The Robert Cray Band, consisting of Mr. Cray on guitar and vocals, Dover Weinberg on keyboards, Richard Cousins on bass, and Terence Clark on drums, were like a relaxed and well-oiled machine. They were loose enough to take in the moment as there seemed to be no strict setlist so Mr. Cray could draw on selections from his vast catalog. He appreciated the comedic heckle regarding their guitar tech (Saq) after a fan yelled …” who keeps stealing your guitars?!”. Replying, “We found him on the street,” just as Cray earlier joked about his bass player. Mr. Cray is clearly an artist comfortable in his own shoes.
Robert Cray was to the 1980s, and 90’s what Gary Clark Jr. is to today. That is, the face of modern blues. Their styles might be a different shade of blue as Cray is known for his distinct clean tone solos that earned him his own Fender Stratocaster model. Mr. Cray’s legendary status was cultivated by touring with Eric Clapton, sitting in with the Rolling Stones, recorded with John Lee Hooker, and was part of the house band for the Keith Richards produced Chuck Berry documentary “Hail, Hail Rock N’ Roll. He also had a small part as a bass player in the comedy classic film “Animal House” and was on the bill in Alpine Valley, Wisconsin, in August of 1990 with Stevie Ray Vaughn, Eric Clapton, Buddy Guy, and Jimmie Vaughn. Stevie Ray Vaughn perished that evening in a post-concert helicopter crash.
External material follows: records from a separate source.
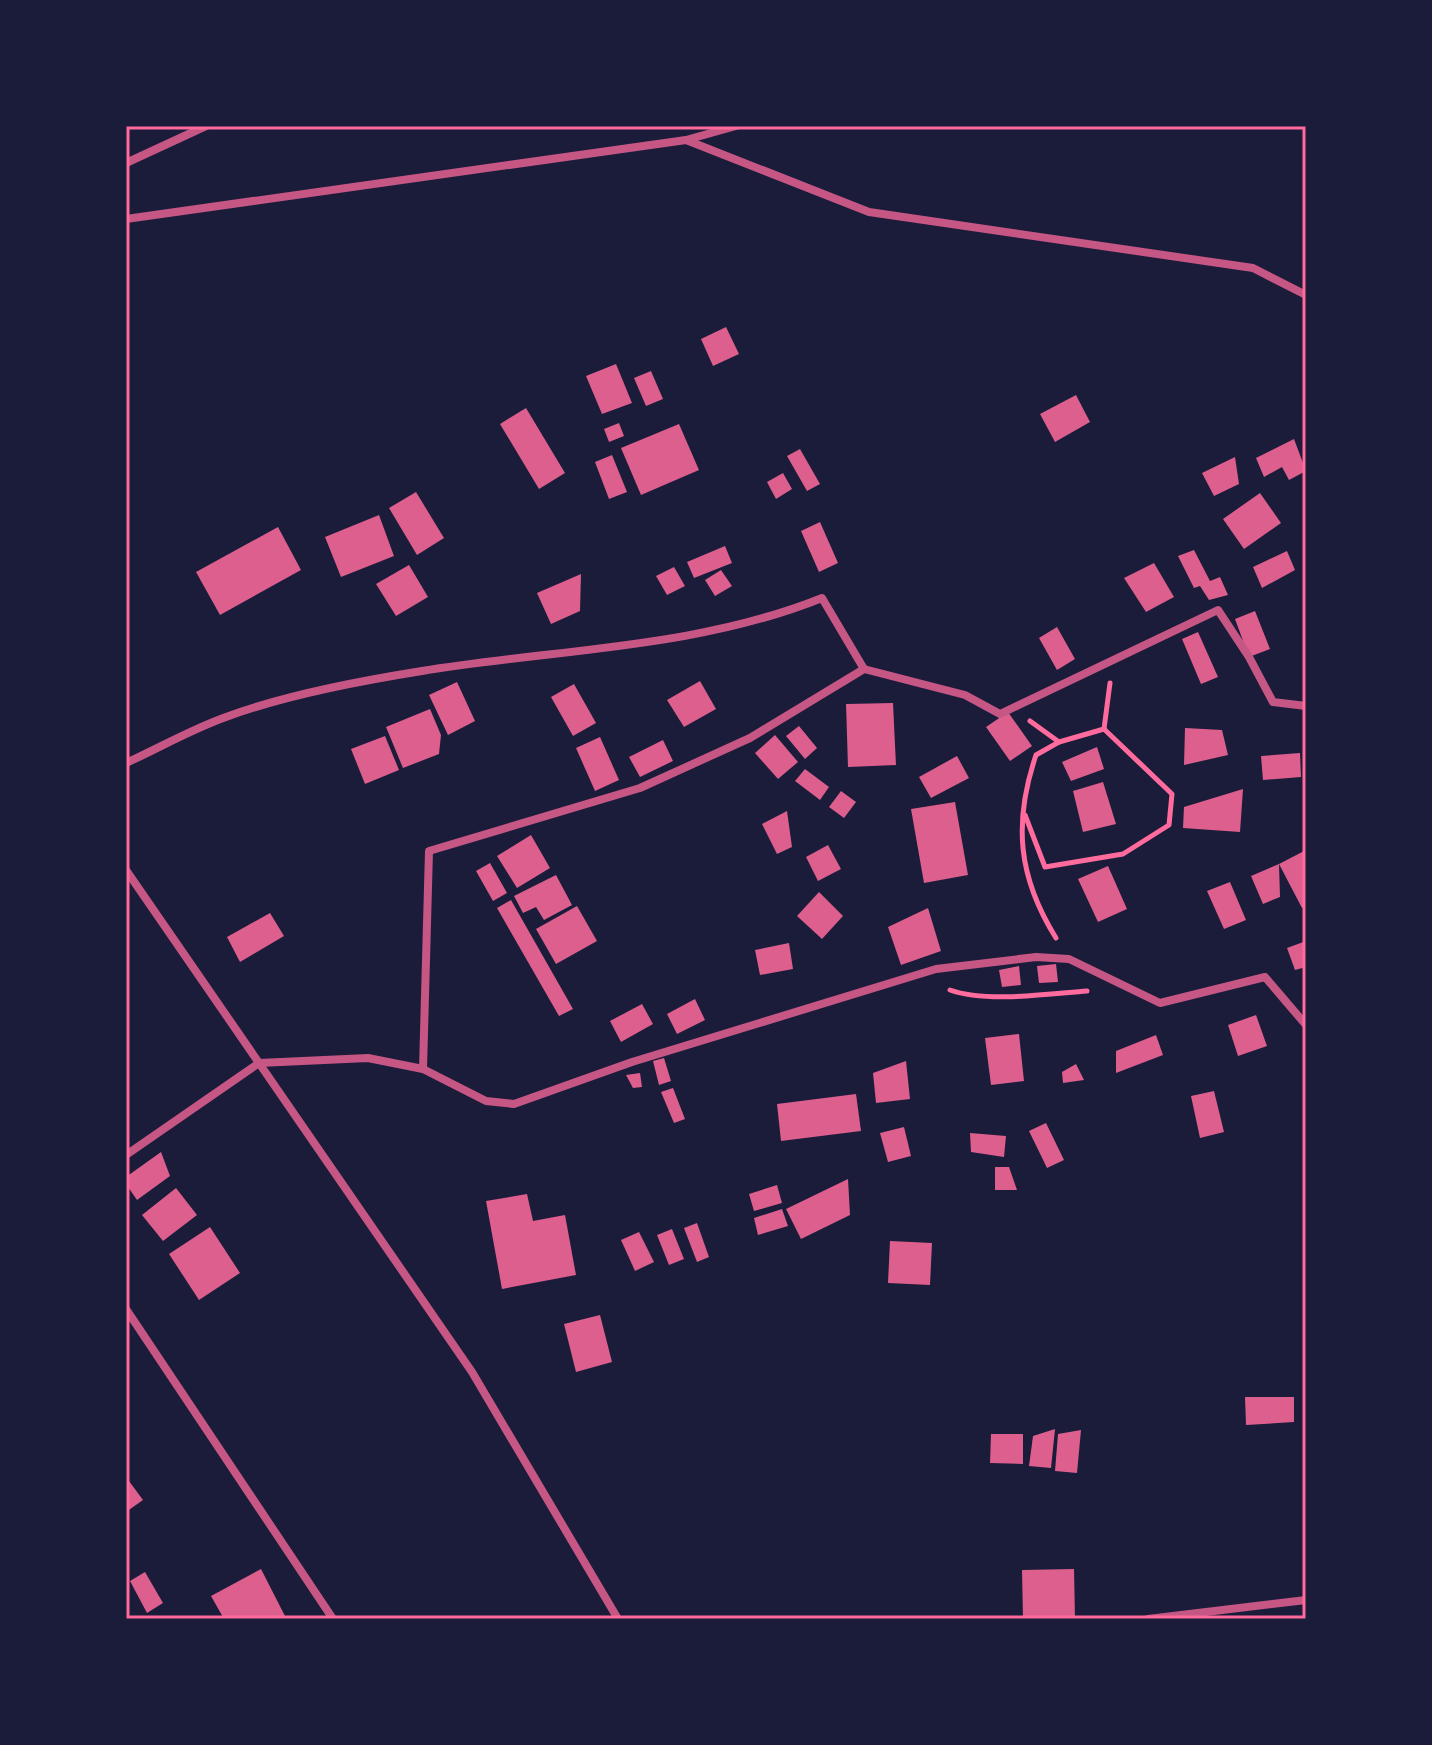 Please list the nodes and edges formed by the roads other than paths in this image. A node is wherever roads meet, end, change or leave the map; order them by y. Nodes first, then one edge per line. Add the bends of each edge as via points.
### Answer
1 (206, 126) edge
2 (736, 126) edge
3 (686, 140) junction
4 (126, 163) edge
5 (126, 219) edge
6 (1306, 295) edge
7 (864, 669) junction
8 (1306, 706) edge
9 (126, 763) edge
10 (126, 870) edge
11 (1306, 1025) edge
12 (259, 1063) junction
13 (423, 1069) junction
14 (126, 1155) edge
15 (126, 1309) edge
16 (1306, 1600) edge
17 (333, 1619) edge
18 (618, 1619) edge
19 (1148, 1619) edge

1 - 4 street
2 - 3 street
3 - 5 street
3 - 6 street via 869,212 1253,268
7 - 8 street via 965,695 1000,714 1218,610 1273,702
7 - 9 street via 822,598 783,614 718,629 594,651 422,671 329,690 226,717
7 - 13 street via 750,738 640,788 429,851
10 - 12 street
11 - 13 street via 1265,977 1160,1003 1069,959 1036,957 936,969 632,1062 514,1104 486,1101
12 - 13 street via 368,1058
12 - 14 street
12 - 18 street via 472,1372
15 - 17 street
16 - 19 street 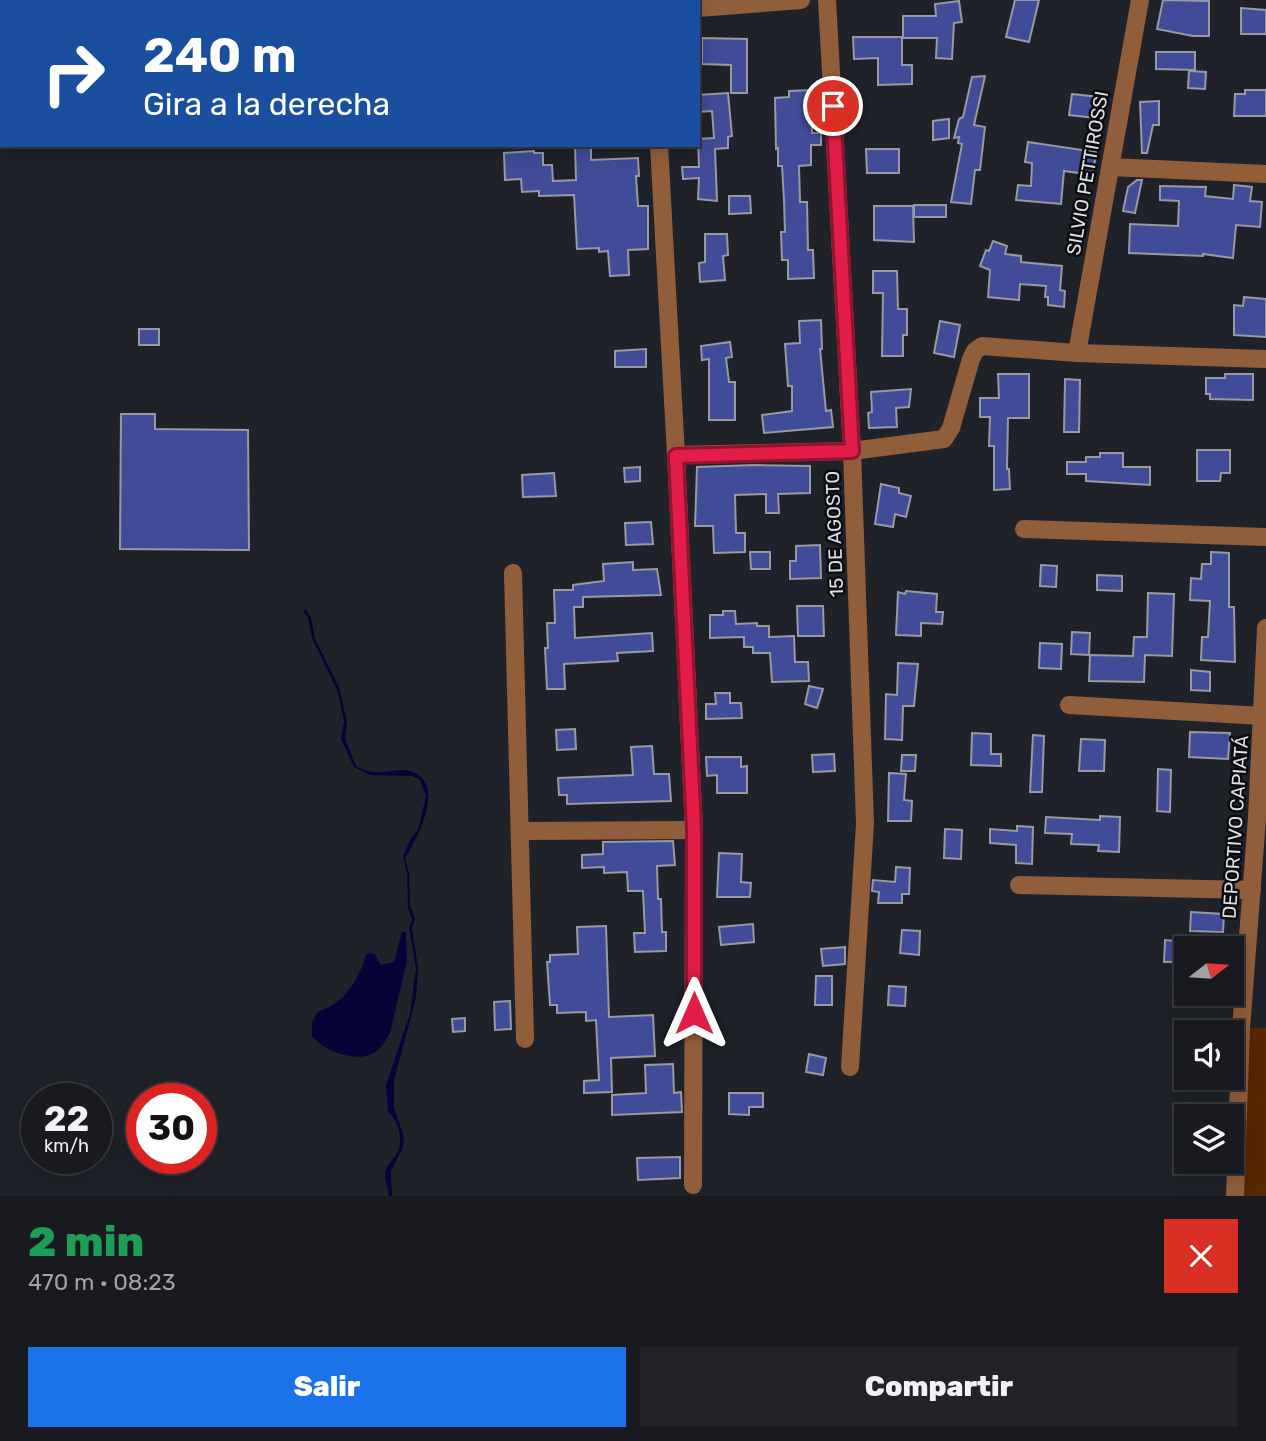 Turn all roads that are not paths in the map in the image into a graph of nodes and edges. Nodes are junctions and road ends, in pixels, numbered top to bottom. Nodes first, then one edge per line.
1 (801, 0) edge
2 (827, 0) edge
3 (1140, 0) edge
4 (700, 8) edge
5 (659, 147) edge
6 (1110, 167) junction
7 (1266, 174) edge
8 (1077, 353) junction
9 (1266, 359) edge
10 (852, 451) junction
11 (676, 456) junction
12 (1024, 529) dead end
13 (1266, 537) edge
14 (513, 573) dead end
15 (1266, 628) edge
16 (1069, 705) dead end
17 (1263, 716) junction
18 (694, 830) junction
19 (520, 831) junction
20 (1019, 885) dead end
21 (1252, 890) junction
22 (525, 1039) dead end
23 (850, 1067) dead end
24 (693, 1185) dead end
25 (1235, 1196) edge

1 - 4 street
2 - 10 street, 15 DE AGOSTO
3 - 6 street, SILVIO PETTIROSSI
5 - 11 street
6 - 7 street
6 - 8 street, SILVIO PETTIROSSI
8 - 9 street
8 - 10 street
10 - 11 street
10 - 23 street, 15 DE AGOSTO
11 - 18 street
12 - 13 street
14 - 19 street
15 - 17 street, DEPORTIVO CAPIATÁ
16 - 17 street
17 - 21 street, DEPORTIVO CAPIATÁ
18 - 19 street
18 - 24 street
19 - 22 street
20 - 21 street
21 - 25 street, DEPORTIVO CAPIATÁ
While Cray’s overall sound may be more of a Sam Cook meets Otis Redding than Robert Johnson, at the end of the day, Robert Cray left this blues fan and the crowd on Saturday evening, Sittin’ on Top of the World!
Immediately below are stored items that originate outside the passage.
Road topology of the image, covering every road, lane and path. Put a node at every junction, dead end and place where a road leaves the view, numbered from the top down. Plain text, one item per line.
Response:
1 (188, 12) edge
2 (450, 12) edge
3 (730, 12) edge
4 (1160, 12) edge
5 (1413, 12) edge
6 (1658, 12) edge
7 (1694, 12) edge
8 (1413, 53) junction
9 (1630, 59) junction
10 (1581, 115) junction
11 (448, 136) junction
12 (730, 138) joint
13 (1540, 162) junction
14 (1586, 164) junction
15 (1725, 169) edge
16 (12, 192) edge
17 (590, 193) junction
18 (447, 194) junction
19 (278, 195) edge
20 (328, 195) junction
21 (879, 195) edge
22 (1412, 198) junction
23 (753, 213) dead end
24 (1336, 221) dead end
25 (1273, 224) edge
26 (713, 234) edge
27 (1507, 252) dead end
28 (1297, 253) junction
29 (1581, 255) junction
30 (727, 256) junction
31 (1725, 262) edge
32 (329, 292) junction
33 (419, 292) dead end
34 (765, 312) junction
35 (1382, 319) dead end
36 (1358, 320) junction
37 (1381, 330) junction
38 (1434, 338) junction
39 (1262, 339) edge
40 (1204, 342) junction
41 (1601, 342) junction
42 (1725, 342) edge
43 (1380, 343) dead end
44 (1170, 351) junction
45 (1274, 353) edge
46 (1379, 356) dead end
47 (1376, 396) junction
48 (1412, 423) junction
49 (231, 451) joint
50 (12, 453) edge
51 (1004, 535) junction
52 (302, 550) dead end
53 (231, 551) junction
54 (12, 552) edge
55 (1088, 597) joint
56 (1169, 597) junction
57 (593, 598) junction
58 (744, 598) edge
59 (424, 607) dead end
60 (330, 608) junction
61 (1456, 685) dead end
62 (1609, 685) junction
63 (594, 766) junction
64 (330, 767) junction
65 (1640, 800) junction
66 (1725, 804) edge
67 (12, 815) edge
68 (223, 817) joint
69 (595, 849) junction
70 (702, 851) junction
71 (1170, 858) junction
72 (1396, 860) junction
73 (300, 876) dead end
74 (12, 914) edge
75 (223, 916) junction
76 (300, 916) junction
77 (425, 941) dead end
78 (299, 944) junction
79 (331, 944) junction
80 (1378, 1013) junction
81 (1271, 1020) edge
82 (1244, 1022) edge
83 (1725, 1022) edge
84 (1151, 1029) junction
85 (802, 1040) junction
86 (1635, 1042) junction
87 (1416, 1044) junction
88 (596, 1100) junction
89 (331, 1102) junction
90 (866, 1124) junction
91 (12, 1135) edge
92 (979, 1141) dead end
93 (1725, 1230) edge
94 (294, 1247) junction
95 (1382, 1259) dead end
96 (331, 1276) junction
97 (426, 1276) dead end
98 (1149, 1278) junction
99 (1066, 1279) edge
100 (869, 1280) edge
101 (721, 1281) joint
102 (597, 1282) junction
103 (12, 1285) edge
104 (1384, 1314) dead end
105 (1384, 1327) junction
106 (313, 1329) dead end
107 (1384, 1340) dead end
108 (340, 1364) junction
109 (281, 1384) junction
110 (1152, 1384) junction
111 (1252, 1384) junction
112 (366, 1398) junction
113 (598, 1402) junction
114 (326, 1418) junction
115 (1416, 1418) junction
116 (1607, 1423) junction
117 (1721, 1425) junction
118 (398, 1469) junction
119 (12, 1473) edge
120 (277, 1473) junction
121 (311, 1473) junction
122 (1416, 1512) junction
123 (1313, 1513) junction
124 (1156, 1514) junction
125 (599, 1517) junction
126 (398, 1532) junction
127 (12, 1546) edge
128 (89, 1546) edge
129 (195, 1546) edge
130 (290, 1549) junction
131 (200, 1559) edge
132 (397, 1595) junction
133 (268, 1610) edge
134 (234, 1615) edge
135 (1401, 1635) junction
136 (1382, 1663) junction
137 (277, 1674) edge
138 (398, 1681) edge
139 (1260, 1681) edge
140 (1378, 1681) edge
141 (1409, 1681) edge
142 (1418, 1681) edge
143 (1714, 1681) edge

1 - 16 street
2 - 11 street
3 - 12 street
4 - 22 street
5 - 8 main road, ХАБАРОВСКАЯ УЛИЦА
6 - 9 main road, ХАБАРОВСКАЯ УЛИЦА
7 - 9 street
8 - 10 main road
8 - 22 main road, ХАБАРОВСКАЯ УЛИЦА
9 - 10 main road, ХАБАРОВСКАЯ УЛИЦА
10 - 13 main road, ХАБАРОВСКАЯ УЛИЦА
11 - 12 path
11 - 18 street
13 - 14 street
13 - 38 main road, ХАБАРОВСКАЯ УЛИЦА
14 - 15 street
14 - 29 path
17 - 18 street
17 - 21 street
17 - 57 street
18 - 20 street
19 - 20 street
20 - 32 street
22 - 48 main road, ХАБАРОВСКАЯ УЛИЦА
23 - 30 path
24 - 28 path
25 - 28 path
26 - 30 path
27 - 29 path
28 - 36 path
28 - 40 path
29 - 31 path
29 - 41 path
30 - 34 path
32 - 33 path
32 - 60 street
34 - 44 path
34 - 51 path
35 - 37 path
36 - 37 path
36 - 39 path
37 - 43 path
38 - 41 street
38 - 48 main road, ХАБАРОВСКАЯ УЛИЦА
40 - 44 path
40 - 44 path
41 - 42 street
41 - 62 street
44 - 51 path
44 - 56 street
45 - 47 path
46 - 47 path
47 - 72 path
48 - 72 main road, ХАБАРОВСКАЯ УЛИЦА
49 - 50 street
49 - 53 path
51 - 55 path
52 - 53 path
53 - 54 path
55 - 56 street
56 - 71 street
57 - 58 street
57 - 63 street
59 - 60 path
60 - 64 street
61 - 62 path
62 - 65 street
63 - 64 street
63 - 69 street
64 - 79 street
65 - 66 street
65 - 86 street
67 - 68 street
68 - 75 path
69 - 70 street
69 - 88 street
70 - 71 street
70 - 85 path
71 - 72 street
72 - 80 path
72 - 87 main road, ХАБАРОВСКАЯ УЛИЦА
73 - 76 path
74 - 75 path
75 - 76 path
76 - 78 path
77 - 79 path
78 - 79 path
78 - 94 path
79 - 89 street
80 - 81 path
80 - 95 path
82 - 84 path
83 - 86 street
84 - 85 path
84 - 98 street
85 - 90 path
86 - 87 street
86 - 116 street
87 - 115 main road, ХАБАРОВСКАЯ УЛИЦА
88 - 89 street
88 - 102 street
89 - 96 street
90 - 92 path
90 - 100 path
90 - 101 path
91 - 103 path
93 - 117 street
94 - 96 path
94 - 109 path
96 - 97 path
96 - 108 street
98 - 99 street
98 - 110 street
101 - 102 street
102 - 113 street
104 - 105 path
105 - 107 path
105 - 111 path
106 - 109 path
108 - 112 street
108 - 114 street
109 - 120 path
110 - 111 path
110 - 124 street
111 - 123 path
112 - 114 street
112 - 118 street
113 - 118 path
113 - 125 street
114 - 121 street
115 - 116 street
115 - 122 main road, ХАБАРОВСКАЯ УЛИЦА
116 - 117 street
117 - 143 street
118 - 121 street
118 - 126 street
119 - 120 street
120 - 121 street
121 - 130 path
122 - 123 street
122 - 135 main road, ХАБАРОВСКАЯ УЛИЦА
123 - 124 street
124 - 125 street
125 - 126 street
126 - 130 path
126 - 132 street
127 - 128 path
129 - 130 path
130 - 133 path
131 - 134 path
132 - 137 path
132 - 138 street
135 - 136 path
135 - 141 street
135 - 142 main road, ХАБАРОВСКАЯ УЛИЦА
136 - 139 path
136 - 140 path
Opening artist Rachelle Coba kicked the evening off with a terrific set. She captivated the audience immediately with her blues-infused finger-style electric guitar, soulful voice, and self-penned blues songs sounded like classics. The University of Miami music grad was a big hit with the blues-loving crowd. She shined on ‘Blame in on the Blues” from her 2018 release “Blink.”